> _Work task_
Lines of the listing that contain "nodes" need to be copied.

> _Information shown_
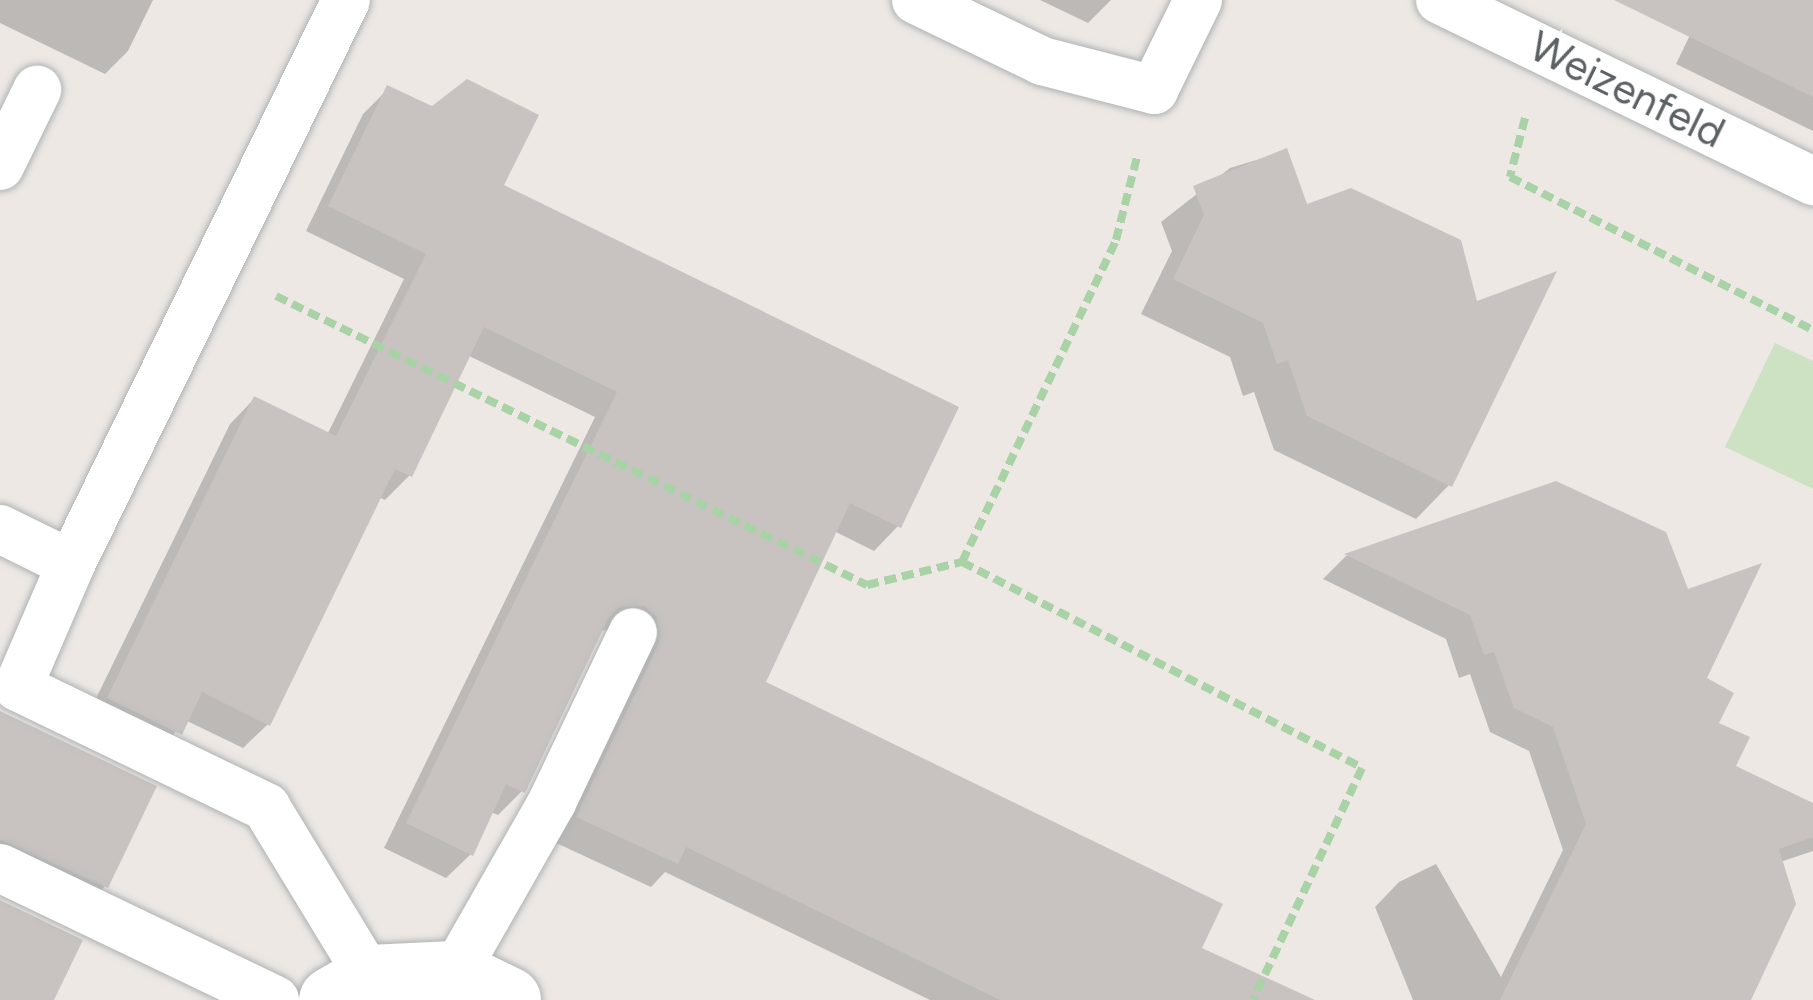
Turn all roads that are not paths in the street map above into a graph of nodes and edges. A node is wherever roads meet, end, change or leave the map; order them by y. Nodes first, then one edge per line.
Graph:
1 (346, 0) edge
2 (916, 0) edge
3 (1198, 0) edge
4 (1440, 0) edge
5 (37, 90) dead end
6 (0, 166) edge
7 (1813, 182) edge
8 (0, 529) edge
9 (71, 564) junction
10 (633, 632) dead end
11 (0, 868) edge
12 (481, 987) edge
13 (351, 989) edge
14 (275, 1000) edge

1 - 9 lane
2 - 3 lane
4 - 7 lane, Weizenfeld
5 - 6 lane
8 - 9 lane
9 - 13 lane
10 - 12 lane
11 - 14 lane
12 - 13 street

--

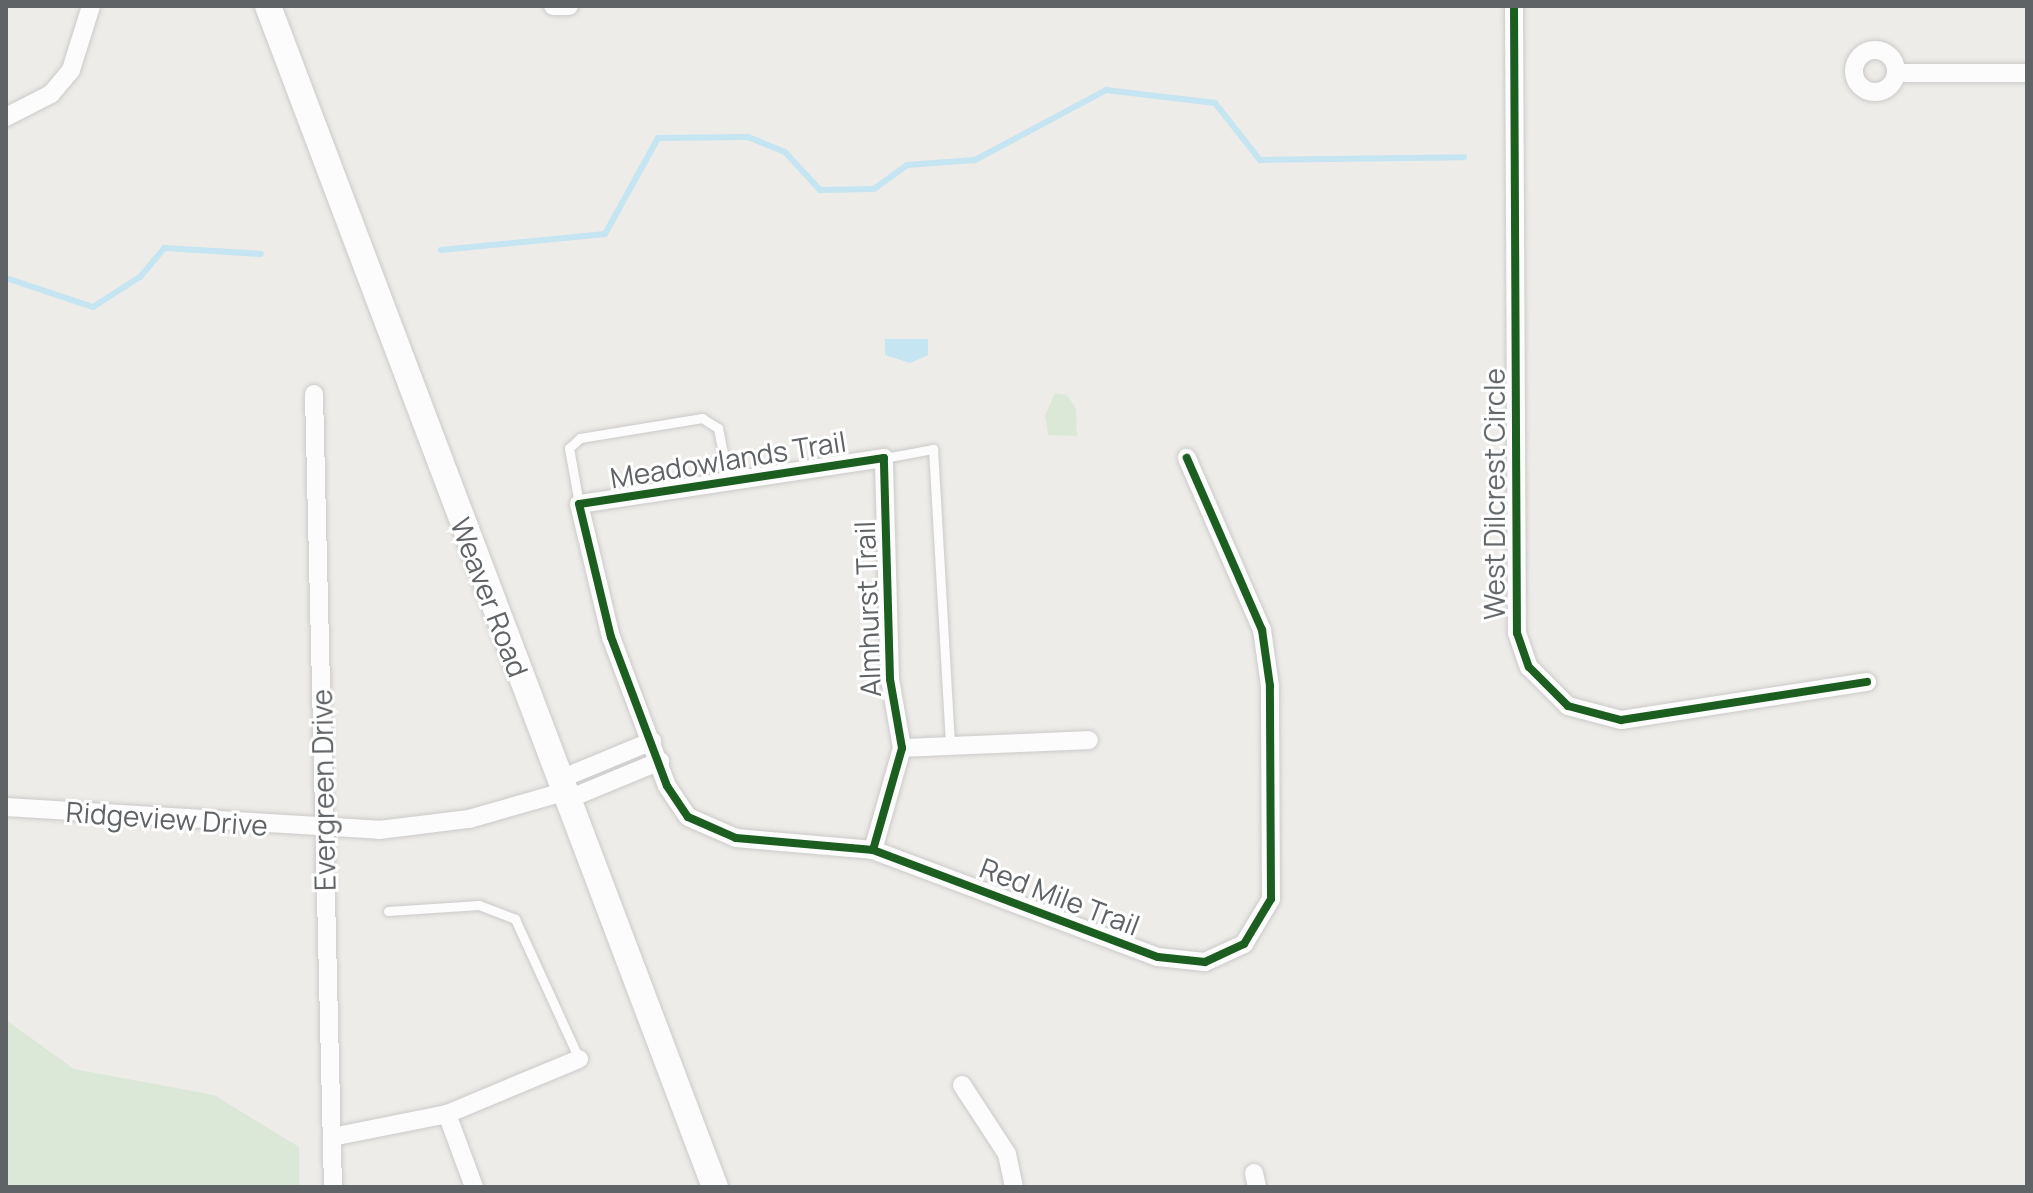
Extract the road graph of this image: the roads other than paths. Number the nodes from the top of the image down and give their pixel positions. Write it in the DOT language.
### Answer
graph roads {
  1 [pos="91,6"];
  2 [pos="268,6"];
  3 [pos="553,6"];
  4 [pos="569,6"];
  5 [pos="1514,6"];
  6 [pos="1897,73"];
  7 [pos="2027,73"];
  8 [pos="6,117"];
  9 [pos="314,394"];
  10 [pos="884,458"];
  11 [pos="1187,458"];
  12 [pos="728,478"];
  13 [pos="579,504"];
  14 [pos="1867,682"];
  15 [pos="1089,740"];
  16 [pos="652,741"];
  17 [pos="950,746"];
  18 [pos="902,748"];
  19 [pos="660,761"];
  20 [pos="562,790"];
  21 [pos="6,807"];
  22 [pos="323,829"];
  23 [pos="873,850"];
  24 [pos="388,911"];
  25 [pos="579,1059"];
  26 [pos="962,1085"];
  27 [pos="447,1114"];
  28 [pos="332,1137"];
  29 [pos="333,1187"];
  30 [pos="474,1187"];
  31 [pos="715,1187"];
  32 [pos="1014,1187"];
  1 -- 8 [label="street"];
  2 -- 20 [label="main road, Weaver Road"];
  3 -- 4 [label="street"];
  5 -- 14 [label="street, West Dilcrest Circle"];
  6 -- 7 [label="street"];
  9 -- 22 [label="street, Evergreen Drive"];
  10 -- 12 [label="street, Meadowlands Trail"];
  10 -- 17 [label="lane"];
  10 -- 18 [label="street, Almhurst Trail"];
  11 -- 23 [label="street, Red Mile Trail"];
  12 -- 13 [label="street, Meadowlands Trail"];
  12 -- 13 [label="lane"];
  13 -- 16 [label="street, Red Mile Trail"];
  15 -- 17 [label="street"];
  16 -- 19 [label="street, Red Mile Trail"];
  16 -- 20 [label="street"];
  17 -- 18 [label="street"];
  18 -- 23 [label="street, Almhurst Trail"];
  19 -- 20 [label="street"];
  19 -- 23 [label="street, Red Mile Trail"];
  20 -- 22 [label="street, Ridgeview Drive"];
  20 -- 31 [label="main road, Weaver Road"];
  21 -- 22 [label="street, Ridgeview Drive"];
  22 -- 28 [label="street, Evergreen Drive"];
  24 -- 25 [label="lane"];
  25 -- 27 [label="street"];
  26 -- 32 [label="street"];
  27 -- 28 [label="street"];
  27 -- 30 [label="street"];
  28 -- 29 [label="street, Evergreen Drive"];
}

> _Answer to the problem_
Turn all roads that are not paths in the street map above into a graph of nodes and edges. A node is wherever roads meet, end, change or leave the map; order them by y. Nodes first, then one edge per line.
Extract the road graph of this image: the roads other than paths. Number the nodes from the top of the image down and give their pixel positions. Write it in the DOT language.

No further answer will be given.